**Work to complete:**
Once the line with "ring dip: (886, 878)" is found in the data, output it and each following line exactly, up to and including the line with "middle dip: (1181, 641)", and nothing before or after.

(Collected data)

========

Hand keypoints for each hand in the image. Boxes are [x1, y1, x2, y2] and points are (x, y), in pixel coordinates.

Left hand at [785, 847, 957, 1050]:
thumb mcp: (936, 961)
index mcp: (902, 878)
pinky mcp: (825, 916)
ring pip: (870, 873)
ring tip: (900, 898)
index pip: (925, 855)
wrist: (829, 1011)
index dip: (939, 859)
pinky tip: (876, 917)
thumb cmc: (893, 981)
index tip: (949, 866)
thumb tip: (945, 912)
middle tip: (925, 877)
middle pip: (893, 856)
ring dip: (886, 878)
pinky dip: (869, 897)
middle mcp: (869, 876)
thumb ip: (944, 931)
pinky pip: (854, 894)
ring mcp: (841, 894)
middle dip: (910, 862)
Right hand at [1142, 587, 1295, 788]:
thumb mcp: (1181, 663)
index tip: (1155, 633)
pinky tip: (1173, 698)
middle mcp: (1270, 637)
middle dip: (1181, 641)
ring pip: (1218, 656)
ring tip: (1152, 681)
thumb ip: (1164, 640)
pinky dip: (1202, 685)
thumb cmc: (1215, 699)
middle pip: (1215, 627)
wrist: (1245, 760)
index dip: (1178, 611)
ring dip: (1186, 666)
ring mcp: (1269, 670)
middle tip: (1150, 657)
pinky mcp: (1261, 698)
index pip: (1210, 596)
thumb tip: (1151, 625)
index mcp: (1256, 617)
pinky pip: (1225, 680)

========

**Response to this task:**
ring dip: (886, 878)
pinky dip: (869, 897)
middle mcp: (869, 876)
thumb ip: (944, 931)
pinky pip: (854, 894)
ring mcp: (841, 894)
middle dip: (910, 862)
Right hand at [1142, 587, 1295, 788]:
thumb mcp: (1181, 663)
index tip: (1155, 633)
pinky tip: (1173, 698)
middle mcp: (1270, 637)
middle dip: (1181, 641)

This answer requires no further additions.